Press — don't wring — the water out
Lay the piece flat on a clean towel, roll it up like a little lingerie burrito, and press gently. The single kindest thing you can do for lace.
The tumble dryer is banned
Not "delicate cycle" banned — banned banned. Heat is the number one killer of elastic and the fastest way to warp a handmade piece. Lay flat on a towel, reshape with your fingers, keep out of direct sun. Air drying takes a few hours. Your lingerie has patience. Borrow some.
One more drying note: if you hang, hang from the centre or the band — never by the straps, which stretch under the weight of wet fabric.
Salt · Chlorine · Sunscreen
Swimwear gets its own rules
Chlorine and salt are beautiful-fabric assassins, so swimwear needs one extra habit: rinse in cool fresh water immediately after every wear — yes, even if you "barely swam." Sunscreen, salt, and body oils keep working on the fabric long after you've towelled off.
- Don't sit on rough surfaces — pool edges and wooden decks pill the fabric. Towel first.

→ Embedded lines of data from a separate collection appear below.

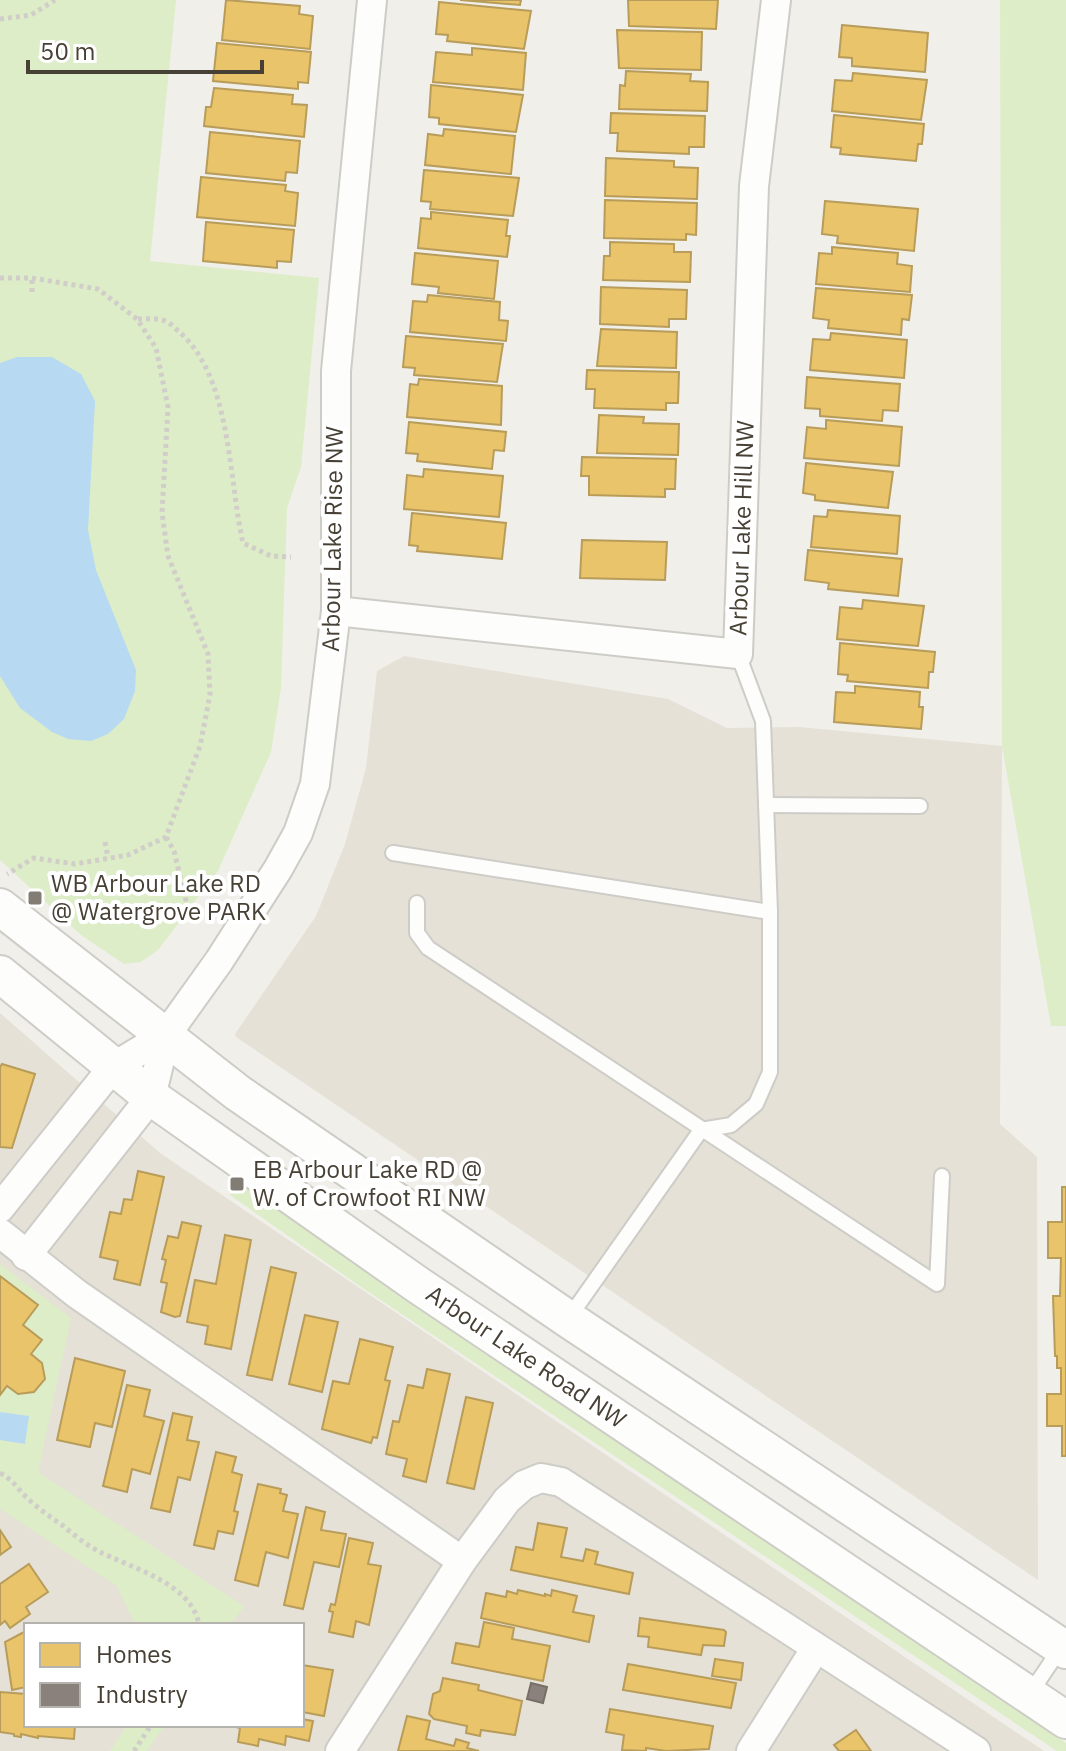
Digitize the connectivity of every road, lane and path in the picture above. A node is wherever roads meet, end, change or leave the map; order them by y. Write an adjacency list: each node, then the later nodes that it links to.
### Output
1 (55, 0): 4 (path)
2 (372, 0): 10 (street, Arbour Lake Rise NW)
3 (776, 0): 11 (street, Arbour Lake Hill NW)
4 (0, 19)
5 (0, 278): 6 (path)
6 (32, 278): 7 (path); 8 (path)
7 (32, 292)
8 (137, 319): 9 (path); 14 (path)
9 (291, 557)
10 (336, 611): 11 (street, Arbour Lake Hill NW); 24 (street, Arbour Lake Rise NW)
11 (738, 654): 12 (lane)
12 (766, 805): 13 (lane); 21 (lane)
13 (920, 806)
14 (166, 837): 17 (path); 22 (path)
15 (105, 842): 17 (path)
16 (393, 853): 21 (lane)
17 (108, 858): 18 (path)
18 (0, 879)
19 (417, 903): 27 (lane)
20 (0, 907): 24 (street)
21 (770, 912): 27 (lane)
22 (190, 917)
23 (0, 974): 25 (street, Arbour Lake Road NW)
24 (166, 1035): 25 (street); 26 (street); 32 (street)
25 (113, 1067): 26 (street, Arbour Lake Road NW); 29 (street)
26 (151, 1097): 31 (street); 38 (street, Arbour Lake Road NW)
27 (701, 1130): 28 (lane); 32 (lane)
28 (942, 1176)
29 (0, 1208)
30 (0, 1233): 31 (street)
31 (26, 1256): 34 (street)
32 (568, 1319): 36 (street)
33 (0, 1473): 35 (path)
34 (462, 1561): 37 (street); 42 (street)
35 (199, 1623)
36 (1064, 1645): 38 (lane)
37 (816, 1648): 43 (street); 44 (street)
38 (1029, 1695): 39 (street, Arbour Lake Road NW)
39 (1066, 1720)
40 (150, 1727): 41 (path)
41 (134, 1751)
42 (340, 1751)
43 (751, 1751)
44 (976, 1751)

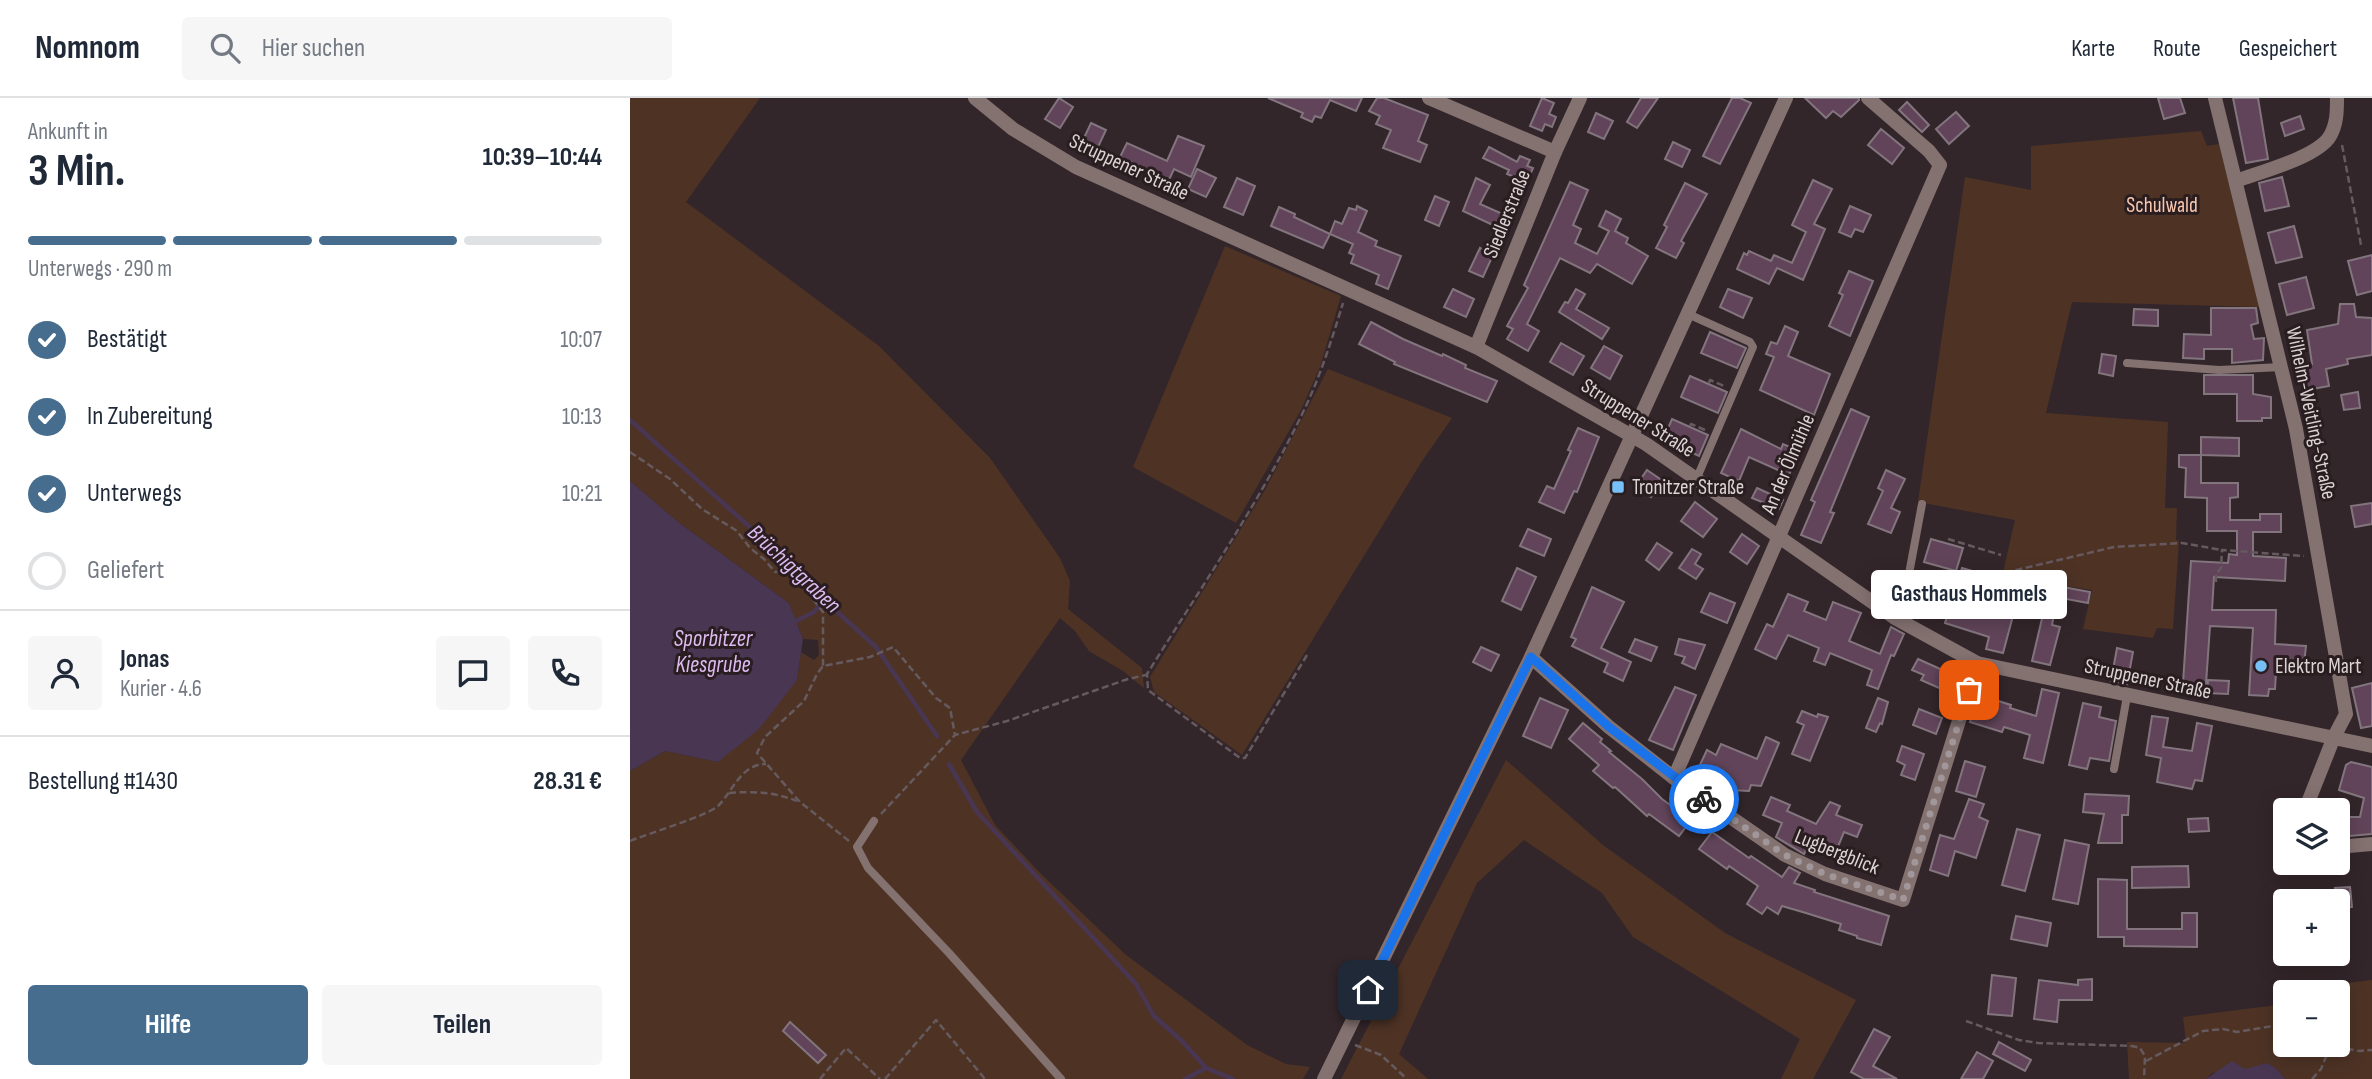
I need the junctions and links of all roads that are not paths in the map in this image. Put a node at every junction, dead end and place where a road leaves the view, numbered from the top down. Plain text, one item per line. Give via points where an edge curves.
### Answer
1 (975, 98) edge
2 (1429, 98) edge
3 (1580, 98) edge
4 (1786, 98) edge
5 (1868, 98) edge
6 (2215, 98) edge
7 (2337, 98) edge
8 (1555, 152) junction
9 (2236, 181) junction
10 (1688, 314) junction
11 (1476, 347) junction
12 (2127, 363) dead end
13 (2281, 367) junction
14 (1632, 436) junction
15 (1696, 480) junction
16 (1922, 504) dead end
17 (1779, 539) junction
18 (1895, 618) junction
19 (1531, 657) junction
20 (1978, 663) junction
21 (2127, 696) junction
22 (2334, 737) junction
23 (2372, 746) edge
24 (2114, 769) dead end
25 (1674, 778) junction
26 (2310, 798) edge
27 (874, 821) road end
28 (2372, 844) edge
29 (2350, 846) edge
30 (1061, 1079) edge
31 (1324, 1079) edge

1 - 11 street, Struppener Straße via 1013,129 1076,167
2 - 8 street
3 - 8 street, Siedlerstraße
4 - 10 street
5 - 17 street, An der Ölmühle via 1940,165
6 - 9 street, Wilhelm-Weitling-Straße
7 - 9 street via 2337,119 2330,137 2317,150
8 - 11 street, Siedlerstraße
9 - 13 street, Wilhelm-Weitling-Straße
10 - 14 street
10 - 15 lane via 1753,347
11 - 14 street, Struppener Straße
12 - 13 lane via 2219,370
13 - 22 street, Wilhelm-Weitling-Straße via 2346,713
14 - 15 street, Struppener Straße
14 - 19 street
15 - 17 street, Struppener Straße
16 - 18 lane via 1906,590
17 - 18 street, Struppener Straße
17 - 25 street, An der Ölmühle
18 - 20 street, Struppener Straße
19 - 25 street, Lugbergblick
19 - 31 street
20 - 21 street, Struppener Straße
20 - 25 street, Lugbergblick via 1903,900 1785,855
21 - 22 street, Struppener Straße
21 - 24 lane
22 - 23 street, Struppener Straße
22 - 26 street, Wilhelm-Weitling-Straße
27 - 30 lane via 858,846 868,868
28 - 29 street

- Don't leave it balled up wet in a beach bag. Damp + dark + hours = the mildew origin story nobody wants.
- Same as lingerie after that: gentle hand wash, no wringing, dry flat in the shade.
Storing your pieces
Bras: store flat or standing, cups nested into each other. Never fold a shaped cup in half — it creases and never fully forgives you.
Softer pieces: fold gently, store with breathing room. Crammed drawers cause snags. And keep hooks fastened — hooks are the drawer's troublemakers, and lace is their favourite victim.
A lavender sachet in the drawer is optional but honestly? Chic.
How often should you wash?
| Piece | How often |
|---|---|
| Underwear | After every wear. Obviously. We believe in you. |
| Bras & bodysuits | Every 2–3 wears — sooner if it was a hot day or a long one. |
| Swimwear | Rinse after every wear, proper wash every few wears. |
Rotating between pieces matters too — elastic needs a day off to bounce back to its original shape. Consider it a very legitimate excuse to own more than one set.
The short version
Cold water. Gentle soap. No machine, no dryer, no wringing. Rinse swimwear after every swim. Store cups unfolded. That's it — that's the whole religion.
Screenshot this. Stick it above the sink.Handmade pieces are made to be lived in, not babied. Wear them on ordinary Tuesdays. Just wash them like you mean it, and they'll stay with you for years.
Questions the girls always ask
Can I ever machine wash my lingerie?
Honestly: hand washing is always safer for handmade pieces. If you absolutely must, use a mesh laundry bag, cold water, the gentlest cycle, hooks fastened — and never machine wash lace, silk, or anything with an underwire. And still: no dryer. Ever.
What detergent should I use for delicates?
A small amount of gentle detergent made for delicates — or even a mild unscented soap. Avoid bleach, optical brighteners, and fabric softener, which all degrade elastic and delicate fibres over time.
How do I get sunscreen stains out of swimwear?
Rinse in cool water as soon as possible, then hand wash with gentle detergent, working the stained area softly with your fingers. Avoid hot water — it can set the stain permanently.
How long should good lingerie last?
With hand washing, air drying, and rotation between pieces, a well-made piece can easily last several years. The dryer and daily wear of the same piece are what cut that lifespan short.
Why does my bra band feel looser over time?
Elastic naturally relaxes with wear and heat. Slow it down by washing cold, never tumble drying, and resting each piece a day between wears. Start on the loosest hook when a bra is new so you have room to tighten as the band relaxes.